WNA Diduga Salah Satu Pelaku dalam Perampokan di Malang
Warga Negara Asing (WNI) diduga menjadi salah satu bagian sindikat pelaku perampokan di Malang.
Warga Negara Asing (WNI) diduga menjadi salah satu bagian sindikat pelaku perampokan di Malang.
Pelaku bersama tiga orang lainnya melakukan tindak kejahatan di rumah korbannya, Pitoyo warga Desa Putat Lor, Kecamatan Gondanglegi, Kabupaten Malang.
Keempat pria tidak dikenal tersebut mendatangi rumah korban, Pitoyo, seorang pedagang telur puyuh dengan berpura-pura menjadi pembeli. Mereka dengan peran masing-masing masuk rumah korban dan mengambil uang jutaan rupiah.
Kepolisian Resor Malang saat ini melakukan penyelidikan atas kasus percobaan pencurian dengan kekerasan yang diduga melibatkan warga negara asing (WNA).
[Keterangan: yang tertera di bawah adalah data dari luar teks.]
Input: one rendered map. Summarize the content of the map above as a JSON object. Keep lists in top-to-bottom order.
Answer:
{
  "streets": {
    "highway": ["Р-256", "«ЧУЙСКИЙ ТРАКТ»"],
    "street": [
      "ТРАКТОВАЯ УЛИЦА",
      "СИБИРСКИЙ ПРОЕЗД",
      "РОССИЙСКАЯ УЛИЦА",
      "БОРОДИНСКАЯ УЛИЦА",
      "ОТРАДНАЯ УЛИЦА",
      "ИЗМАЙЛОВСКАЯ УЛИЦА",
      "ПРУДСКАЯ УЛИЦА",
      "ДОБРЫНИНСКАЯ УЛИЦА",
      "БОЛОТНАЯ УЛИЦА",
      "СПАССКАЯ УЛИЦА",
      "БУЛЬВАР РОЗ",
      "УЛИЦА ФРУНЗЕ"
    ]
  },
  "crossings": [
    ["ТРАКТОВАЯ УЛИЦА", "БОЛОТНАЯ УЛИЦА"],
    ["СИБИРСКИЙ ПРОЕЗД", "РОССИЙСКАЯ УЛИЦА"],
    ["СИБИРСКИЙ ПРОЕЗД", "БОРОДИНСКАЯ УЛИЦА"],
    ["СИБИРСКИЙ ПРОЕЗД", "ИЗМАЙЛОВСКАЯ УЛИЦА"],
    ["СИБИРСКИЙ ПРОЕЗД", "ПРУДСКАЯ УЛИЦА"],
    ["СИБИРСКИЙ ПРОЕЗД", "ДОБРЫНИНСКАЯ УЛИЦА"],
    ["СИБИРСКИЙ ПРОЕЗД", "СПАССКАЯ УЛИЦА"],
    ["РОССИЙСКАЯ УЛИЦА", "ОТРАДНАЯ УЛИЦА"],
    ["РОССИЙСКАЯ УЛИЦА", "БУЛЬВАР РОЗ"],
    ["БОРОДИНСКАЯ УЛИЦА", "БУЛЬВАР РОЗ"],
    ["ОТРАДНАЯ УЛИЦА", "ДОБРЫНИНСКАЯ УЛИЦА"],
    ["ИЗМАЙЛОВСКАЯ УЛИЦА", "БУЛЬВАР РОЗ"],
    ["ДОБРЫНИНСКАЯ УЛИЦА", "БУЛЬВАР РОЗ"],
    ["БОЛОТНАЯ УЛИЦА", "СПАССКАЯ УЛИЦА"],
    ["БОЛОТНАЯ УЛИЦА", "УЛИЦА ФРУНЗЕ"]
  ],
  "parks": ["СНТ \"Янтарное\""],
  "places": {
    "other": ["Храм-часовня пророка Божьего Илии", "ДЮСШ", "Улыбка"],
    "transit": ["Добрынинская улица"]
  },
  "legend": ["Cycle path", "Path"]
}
"Begitu menerima adanya laporan dugaan perampokan, tim Reskrim Polsek Gondanglegi langsung mendatangi lokasi kejadian untuk melakukan olah TKP dan mengumpulkan keterangan dari korban serta saksi," ujar, AKP Ponsen Dadang Martianto Kasihumas Polres Malang, Jumat (7/2).
Hasil penyelidikan awal, peristiwa tersebut terjadi pada Kamis (6/2) sekitar pukul 15.00 WIB. Korban, Pitoyo didatangi oleh empat pria tak dikenal yang berpura-pura menjadi pembeli.
Salah satu pelaku masuk ke dalam rumah korban dengan alasan ingin menukar uang. Saat korban mengambil uang kembalian di dalam kamar, pelaku justru berusaha mengambil uang tunai sebesar Rp8 juta yang disimpan di kasur.
Korban yang menyadari peristiwa tersebut langsung berusaha merebut kembali tas milik pelaku yang berisi uangnya. Teriakan korban pun membuat para pelaku panik dan melarikan diri menggunakan mobil Toyota Avanza hitam.
"Terduga pelaku sempat melempar batu ke arah korban sebelum kabur meninggalkan lokasi," jelasnya.
Libatkan WNA
Polisi mengamankan sejumlah barang bukti yang diduga milik pelaku di antaranya sebuah tas hitam berisi uang dalam berbagai mata uang asing, seperti rupiah, dolar Amerika, dolar Australia, dolar Singapura, rupee Pakistan dan riyal Arab Saudi.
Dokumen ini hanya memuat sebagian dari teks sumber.